According to ‘MEED Insight’, two huge projects scheduled to get under way in Kuwait and Oman next year will help spur a major increase in the value of contracts awarded in the GCC’s oil, gas and petrochemical projects market in 2013.

The pick-up in activity will be good news to contractors which have suffered from a slowdown in activity since the market saw a record $52 billion worth of contracts awarded in 2009, said the report.

Since then, contract award levels have dropped as national oil companies evaluated their project plans; in 2010, some $40 billion worth of contracts were awarded, while this slipped to just $25 billion in 2011, it said.

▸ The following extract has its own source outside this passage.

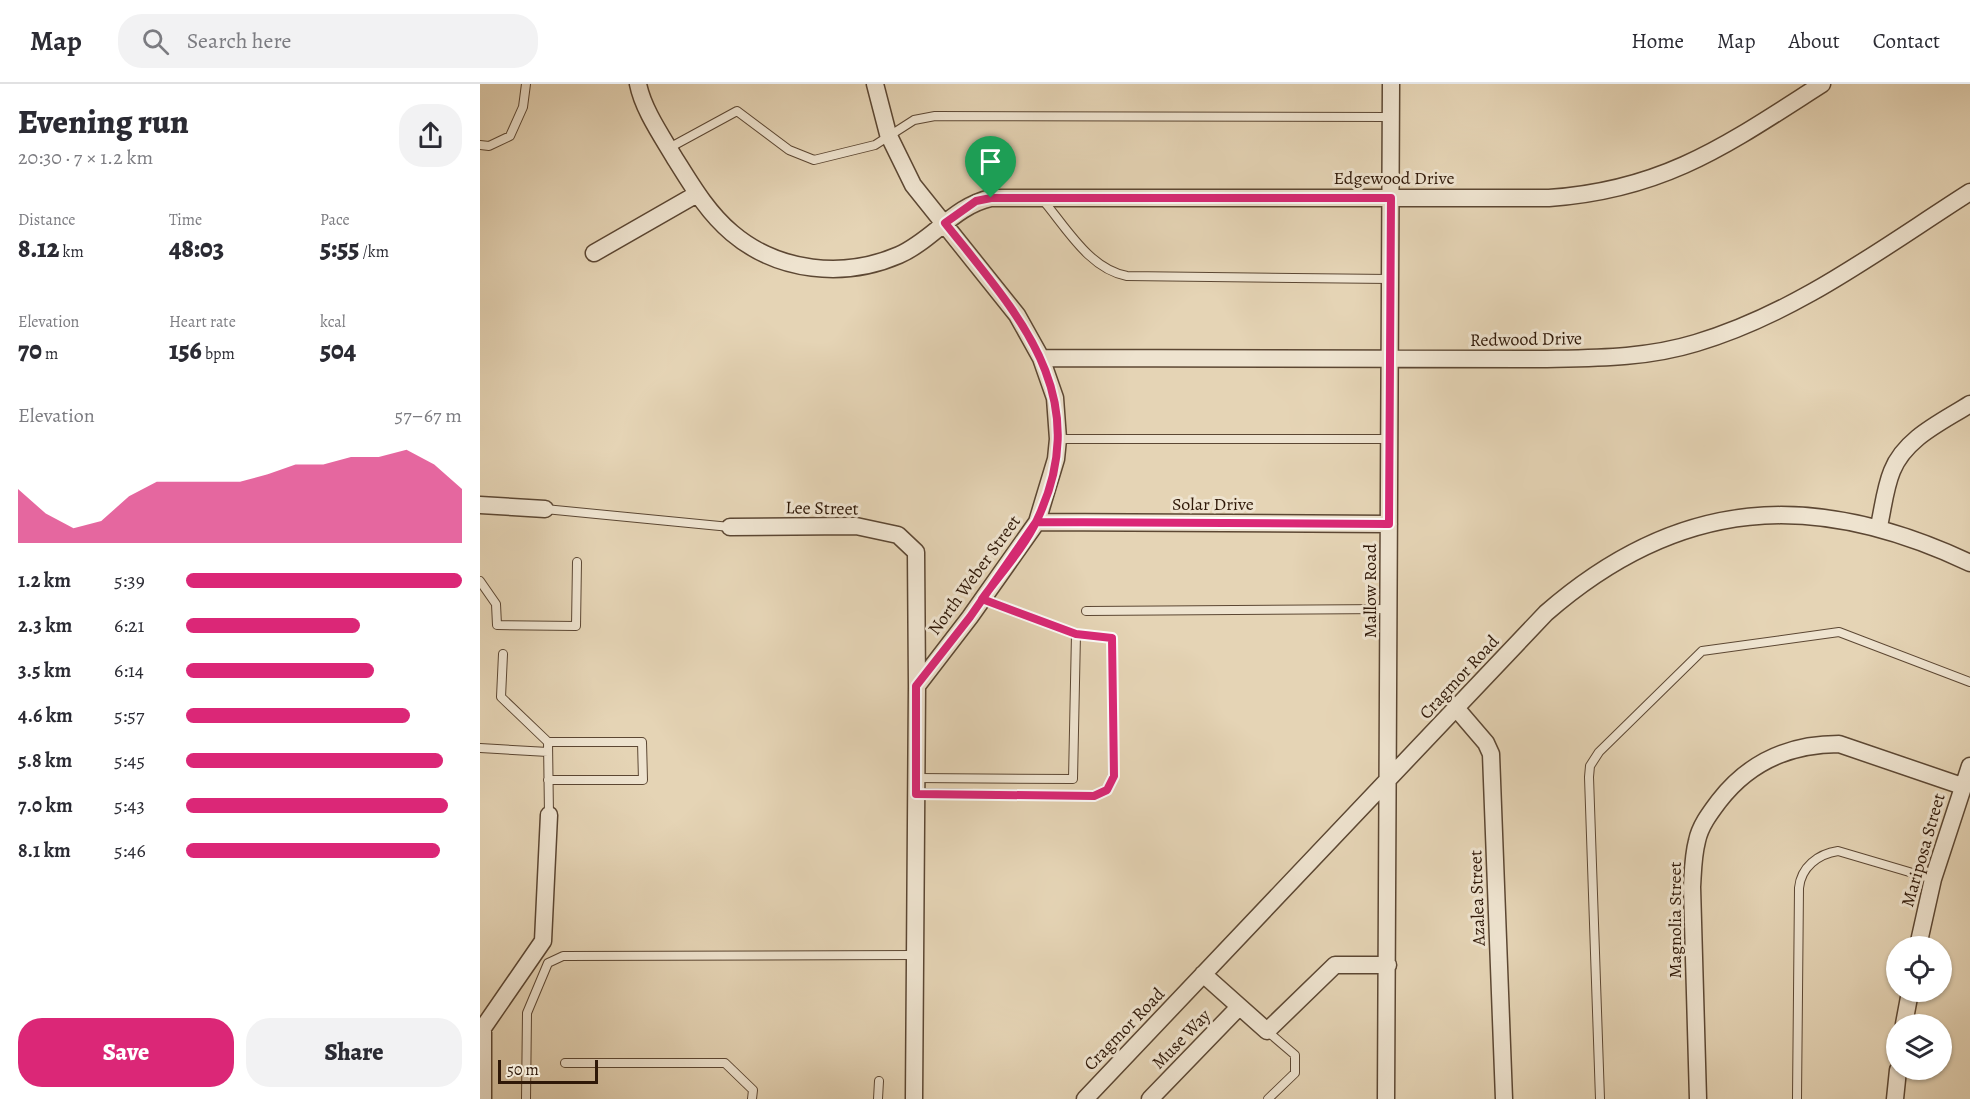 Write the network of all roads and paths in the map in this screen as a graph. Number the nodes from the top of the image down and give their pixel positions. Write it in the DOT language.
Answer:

However, while the market is expected to rebound next year, it will be dependent on two major projects proceeding.

“The forecast is predicated around the assumption that the $14 billion fourth refinery in Kuwait and BP’s $15 billion Khazzan tight gas scheme in Oman will go ahead,” said Ed James, Head of MEED Insight.

Developments in Kuwait and Oman are also likely to determine whether the $50 billion forecast for 2014 is met as the total includes awards on Kuwait’s $18 billion clean fuel programme and the proposed $6 billion Duqm refinery in the sultanate.

Nonetheless, there will still be a host of other major projects awarded over the next two years, including further contracts on Saudi Aramco’s Jizan refinery, major work offshore Abu Dhabi, and new world-scale petrochemical complexes in Qatar, the report said.